Folks who’ve read Mark O’Connell’s Epic Fail (excerpt) may have a perverse curiosity concerning Amanda McKittrick Ros. Widely considered to be one of the worst authors ever to write, McKittrick Ros’s infamous 1887 novel Iddesleigh is available for free download.
“I had dreams about tornadoes. I dreamed of houses collapsing, people searching through rubble for dead bodies. Most of these dreams involved watching a large tornado in a field as it moved directly toward me. Like the scene early in the film The Wizard of Oz when Dorothy looks out the window and sees the tornado approaching, that sense of doom is always present in my dreams.” At the Paris Review Daily, Brandon Hobson reflects on a lifelong fear of bad weather.
Is “the two-person collaboration… the essential creative act”? Joshua Wolf Shenk thinks so, and he’s written a book defending his position, aptly titled The Powers of Two: Finding the Essence of Innovation in Creative Pairs.

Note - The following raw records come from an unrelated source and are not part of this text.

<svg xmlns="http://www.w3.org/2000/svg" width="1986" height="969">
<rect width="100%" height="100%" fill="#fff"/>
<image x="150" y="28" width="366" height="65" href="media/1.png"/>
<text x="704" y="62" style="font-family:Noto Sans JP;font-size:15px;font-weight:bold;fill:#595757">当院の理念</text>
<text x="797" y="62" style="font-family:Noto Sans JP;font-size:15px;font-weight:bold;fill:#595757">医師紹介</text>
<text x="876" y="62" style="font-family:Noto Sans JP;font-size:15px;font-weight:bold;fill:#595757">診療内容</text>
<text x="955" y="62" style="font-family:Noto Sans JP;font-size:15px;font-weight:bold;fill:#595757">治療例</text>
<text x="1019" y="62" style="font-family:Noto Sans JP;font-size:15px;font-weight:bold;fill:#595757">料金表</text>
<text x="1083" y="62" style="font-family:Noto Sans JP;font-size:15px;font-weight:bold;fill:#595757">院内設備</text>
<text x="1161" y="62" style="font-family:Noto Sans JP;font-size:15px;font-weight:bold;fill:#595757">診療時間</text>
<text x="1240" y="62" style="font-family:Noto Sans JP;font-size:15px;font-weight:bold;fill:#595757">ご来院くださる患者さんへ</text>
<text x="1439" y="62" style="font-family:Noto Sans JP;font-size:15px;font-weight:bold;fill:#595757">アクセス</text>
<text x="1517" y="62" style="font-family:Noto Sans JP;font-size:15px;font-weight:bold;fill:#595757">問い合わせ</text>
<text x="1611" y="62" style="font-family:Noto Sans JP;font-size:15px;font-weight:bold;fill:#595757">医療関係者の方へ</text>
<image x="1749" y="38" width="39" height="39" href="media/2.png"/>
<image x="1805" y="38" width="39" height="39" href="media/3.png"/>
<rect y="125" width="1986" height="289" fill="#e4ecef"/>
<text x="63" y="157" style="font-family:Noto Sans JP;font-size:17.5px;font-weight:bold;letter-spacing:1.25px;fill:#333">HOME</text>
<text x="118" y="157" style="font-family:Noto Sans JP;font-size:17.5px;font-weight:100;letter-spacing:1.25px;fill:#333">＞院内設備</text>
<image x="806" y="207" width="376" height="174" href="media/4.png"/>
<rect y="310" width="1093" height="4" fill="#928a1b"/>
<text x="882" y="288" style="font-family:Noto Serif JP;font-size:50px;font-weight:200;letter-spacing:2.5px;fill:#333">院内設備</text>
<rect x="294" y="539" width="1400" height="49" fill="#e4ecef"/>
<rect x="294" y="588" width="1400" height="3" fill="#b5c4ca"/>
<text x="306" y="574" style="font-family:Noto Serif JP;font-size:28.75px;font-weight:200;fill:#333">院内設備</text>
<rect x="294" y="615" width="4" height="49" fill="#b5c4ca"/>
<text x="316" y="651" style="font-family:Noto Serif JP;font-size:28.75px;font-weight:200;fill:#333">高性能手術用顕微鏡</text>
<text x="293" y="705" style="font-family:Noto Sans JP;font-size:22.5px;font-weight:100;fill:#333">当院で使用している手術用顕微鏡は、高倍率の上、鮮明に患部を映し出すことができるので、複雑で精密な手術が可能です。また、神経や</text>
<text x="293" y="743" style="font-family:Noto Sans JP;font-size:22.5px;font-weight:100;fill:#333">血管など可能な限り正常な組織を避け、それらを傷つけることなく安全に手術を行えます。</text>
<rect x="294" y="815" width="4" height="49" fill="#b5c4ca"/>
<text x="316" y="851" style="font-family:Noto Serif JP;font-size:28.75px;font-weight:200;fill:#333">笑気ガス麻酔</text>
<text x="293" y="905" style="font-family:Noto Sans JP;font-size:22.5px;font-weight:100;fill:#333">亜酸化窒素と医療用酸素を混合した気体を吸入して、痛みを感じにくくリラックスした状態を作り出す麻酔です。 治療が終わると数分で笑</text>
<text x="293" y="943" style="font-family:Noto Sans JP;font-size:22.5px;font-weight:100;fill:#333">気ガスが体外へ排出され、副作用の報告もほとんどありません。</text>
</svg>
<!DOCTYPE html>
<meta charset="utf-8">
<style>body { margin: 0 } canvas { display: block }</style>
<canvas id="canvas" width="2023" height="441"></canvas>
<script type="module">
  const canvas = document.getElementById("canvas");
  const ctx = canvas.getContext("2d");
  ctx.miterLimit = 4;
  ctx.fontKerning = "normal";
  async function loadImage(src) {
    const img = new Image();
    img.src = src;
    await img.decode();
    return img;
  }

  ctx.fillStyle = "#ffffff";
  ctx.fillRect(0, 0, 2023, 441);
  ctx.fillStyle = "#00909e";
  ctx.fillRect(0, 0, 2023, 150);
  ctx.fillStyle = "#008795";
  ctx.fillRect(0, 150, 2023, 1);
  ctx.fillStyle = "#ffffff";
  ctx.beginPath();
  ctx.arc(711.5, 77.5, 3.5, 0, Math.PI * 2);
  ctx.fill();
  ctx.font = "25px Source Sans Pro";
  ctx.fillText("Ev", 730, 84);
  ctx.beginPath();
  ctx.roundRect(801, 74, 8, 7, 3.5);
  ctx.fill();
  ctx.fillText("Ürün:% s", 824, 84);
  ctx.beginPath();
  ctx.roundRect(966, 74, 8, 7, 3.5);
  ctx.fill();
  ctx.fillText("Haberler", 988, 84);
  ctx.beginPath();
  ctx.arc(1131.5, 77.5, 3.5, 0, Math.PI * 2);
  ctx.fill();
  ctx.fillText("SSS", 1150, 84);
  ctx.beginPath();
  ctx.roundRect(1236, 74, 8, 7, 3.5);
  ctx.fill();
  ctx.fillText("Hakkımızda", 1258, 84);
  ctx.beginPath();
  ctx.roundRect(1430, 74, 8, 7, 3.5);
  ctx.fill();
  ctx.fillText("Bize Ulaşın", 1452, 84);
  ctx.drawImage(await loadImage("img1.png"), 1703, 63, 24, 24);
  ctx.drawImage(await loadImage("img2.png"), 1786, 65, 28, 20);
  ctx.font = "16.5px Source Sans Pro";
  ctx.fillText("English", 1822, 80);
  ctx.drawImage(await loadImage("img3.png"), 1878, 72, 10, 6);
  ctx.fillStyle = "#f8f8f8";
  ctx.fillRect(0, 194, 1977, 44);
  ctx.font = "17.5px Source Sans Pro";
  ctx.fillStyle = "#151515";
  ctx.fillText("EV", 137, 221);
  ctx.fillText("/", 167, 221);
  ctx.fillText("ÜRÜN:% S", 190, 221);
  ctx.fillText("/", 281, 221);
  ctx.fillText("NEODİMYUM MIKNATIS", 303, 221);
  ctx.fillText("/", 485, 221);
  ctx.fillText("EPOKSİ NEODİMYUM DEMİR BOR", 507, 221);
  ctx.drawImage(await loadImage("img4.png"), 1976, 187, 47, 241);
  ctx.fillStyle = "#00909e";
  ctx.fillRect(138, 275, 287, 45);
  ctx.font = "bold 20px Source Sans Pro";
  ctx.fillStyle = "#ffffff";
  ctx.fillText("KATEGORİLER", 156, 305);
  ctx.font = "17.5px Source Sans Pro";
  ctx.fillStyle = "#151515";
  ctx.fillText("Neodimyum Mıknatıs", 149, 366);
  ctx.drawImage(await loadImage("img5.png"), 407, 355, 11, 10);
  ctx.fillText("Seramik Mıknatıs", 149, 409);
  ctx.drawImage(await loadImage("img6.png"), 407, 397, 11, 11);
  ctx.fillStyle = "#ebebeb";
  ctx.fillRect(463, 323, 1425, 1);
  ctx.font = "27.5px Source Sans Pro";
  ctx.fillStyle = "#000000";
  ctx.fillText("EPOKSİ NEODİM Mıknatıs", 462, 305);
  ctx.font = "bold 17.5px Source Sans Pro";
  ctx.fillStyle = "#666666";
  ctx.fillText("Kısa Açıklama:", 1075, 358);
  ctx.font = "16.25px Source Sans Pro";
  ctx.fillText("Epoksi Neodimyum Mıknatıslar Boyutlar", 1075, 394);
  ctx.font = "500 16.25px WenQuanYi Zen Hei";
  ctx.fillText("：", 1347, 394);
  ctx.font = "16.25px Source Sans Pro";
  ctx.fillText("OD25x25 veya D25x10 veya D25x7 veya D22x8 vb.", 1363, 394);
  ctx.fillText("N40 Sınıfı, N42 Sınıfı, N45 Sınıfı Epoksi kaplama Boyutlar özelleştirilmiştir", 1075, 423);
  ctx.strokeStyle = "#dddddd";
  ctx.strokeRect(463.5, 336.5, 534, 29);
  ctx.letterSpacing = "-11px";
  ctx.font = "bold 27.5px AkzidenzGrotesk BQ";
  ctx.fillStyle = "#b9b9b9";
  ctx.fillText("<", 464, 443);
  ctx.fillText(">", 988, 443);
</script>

While John Lennon and Paul McCartney are his primary examples and the root of his argument, famous author duos are also referenced – C.S. Lewis and J. R. R. Tolkien, for one. Shenk even “works to transform even famously lonely figures — Rainer Maria Rilke, Emily Dickinson, Martin Luther King Jr. — into one side of a duet.” Consider us skeptical but intrigued.